» **PROBLEM STATEMENT**: Your copy of the lines below must match them exactly and contain no images.

» **DATA TO PROCESS**:
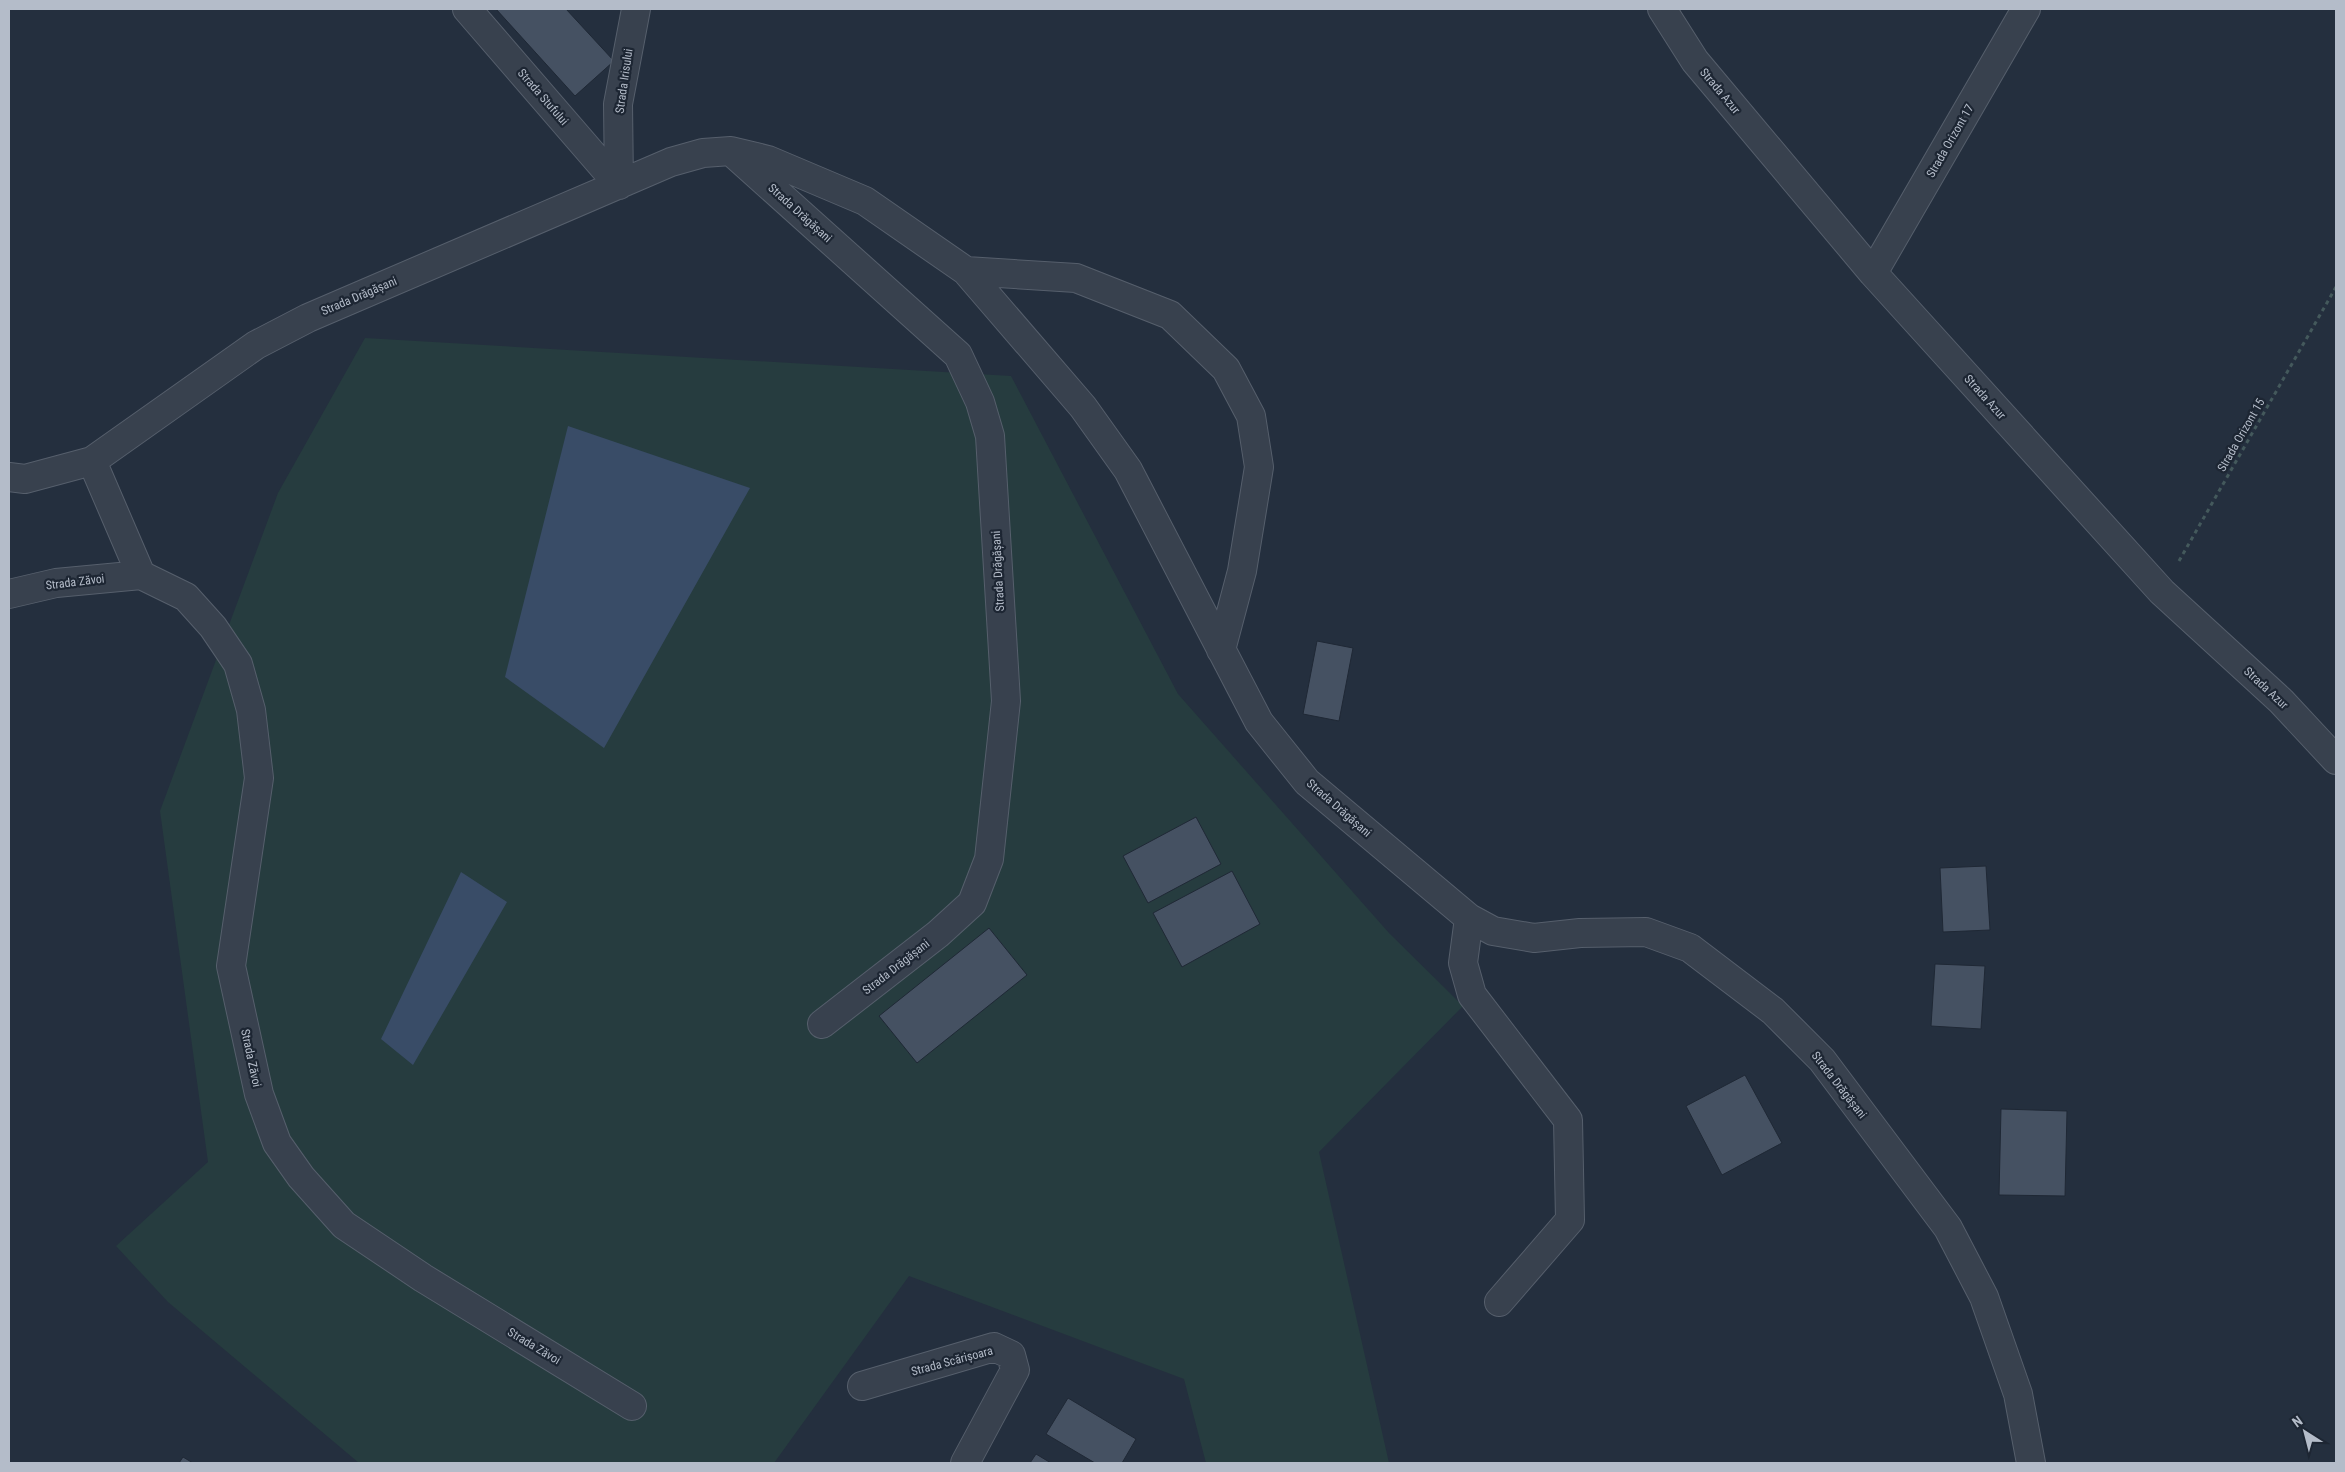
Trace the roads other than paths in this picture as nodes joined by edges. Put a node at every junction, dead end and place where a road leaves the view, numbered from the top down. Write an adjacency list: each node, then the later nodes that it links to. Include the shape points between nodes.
1 (467, 9): 6 (street, Strada Stufului)
2 (636, 9): 6 (street, Strada Irisului, via 618,104)
3 (1662, 9): 8 (street, Strada Azur, via 1695,61)
4 (2026, 9): 8 (street, Strada Orizont 17)
5 (731, 151): 6 (street, Strada Drăgășani, via 703,153 671,162); 7 (street, Strada Drăgășani, via 768,160 865,202); 16 (street, Strada Drăgășani, via 958,355 980,402 990,436 1006,701 989,858 972,903 938,934)
6 (619, 185): 9 (street, Strada Drăgășani, via 299,322 256,345)
7 (966, 271): 13 (street, Strada Drăgășani, via 1083,407 1128,470); 13 (street, via 1076,278 1170,315 1226,370 1251,416 1259,467 1242,571)
8 (1874, 273): 14 (street, Strada Azur, via 2162,592 2281,701)
9 (92, 461): 10 (street, Strada Drăgășani, via 25,479); 11 (street)
10 (9, 477)
11 (141, 575): 12 (street, Strada Zăvoi, via 56,583); 19 (street, Strada Zăvoi, via 186,597 213,627 238,664 250,710 259,778 231,966 259,1094 277,1143 301,1178 344,1225 422,1278)
12 (9, 594)
13 (1222, 650): 15 (street, Strada Drăgășani, via 1259,722 1307,782)
14 (2336, 760)
15 (1469, 918): 17 (street, via 1463,963 1472,995 1568,1120 1570,1220); 21 (street, Strada Drăgășani, via 1493,931 1534,938 1580,933 1646,932 1690,948 1773,1010 1822,1060 1948,1228 1984,1297 2018,1394)
16 (822, 1024)
17 (1499, 1302)
18 (862, 1386): 20 (street, Strada Scărișoara, via 994,1346 1011,1355 1015,1370)
19 (632, 1406)
20 (965, 1463)
21 (2031, 1463)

» **SOLUTION**:
Trace the roads other than paths in this picture as nodes joined by edges. Put a node at every junction, dead end and place where a road leaves the view, numbered from the top down. Write an adjacency list: each node, then the later nodes that it links to. Include the shape points between nodes.
1 (467, 9): 6 (street, Strada Stufului)
2 (636, 9): 6 (street, Strada Irisului, via 618,104)
3 (1662, 9): 8 (street, Strada Azur, via 1695,61)
4 (2026, 9): 8 (street, Strada Orizont 17)
5 (731, 151): 6 (street, Strada Drăgășani, via 703,153 671,162); 7 (street, Strada Drăgășani, via 768,160 865,202); 16 (street, Strada Drăgășani, via 958,355 980,402 990,436 1006,701 989,858 972,903 938,934)
6 (619, 185): 9 (street, Strada Drăgășani, via 299,322 256,345)
7 (966, 271): 13 (street, Strada Drăgășani, via 1083,407 1128,470); 13 (street, via 1076,278 1170,315 1226,370 1251,416 1259,467 1242,571)
8 (1874, 273): 14 (street, Strada Azur, via 2162,592 2281,701)
9 (92, 461): 10 (street, Strada Drăgășani, via 25,479); 11 (street)
10 (9, 477)
11 (141, 575): 12 (street, Strada Zăvoi, via 56,583); 19 (street, Strada Zăvoi, via 186,597 213,627 238,664 250,710 259,778 231,966 259,1094 277,1143 301,1178 344,1225 422,1278)
12 (9, 594)
13 (1222, 650): 15 (street, Strada Drăgășani, via 1259,722 1307,782)
14 (2336, 760)
15 (1469, 918): 17 (street, via 1463,963 1472,995 1568,1120 1570,1220); 21 (street, Strada Drăgășani, via 1493,931 1534,938 1580,933 1646,932 1690,948 1773,1010 1822,1060 1948,1228 1984,1297 2018,1394)
16 (822, 1024)
17 (1499, 1302)
18 (862, 1386): 20 (street, Strada Scărișoara, via 994,1346 1011,1355 1015,1370)
19 (632, 1406)
20 (965, 1463)
21 (2031, 1463)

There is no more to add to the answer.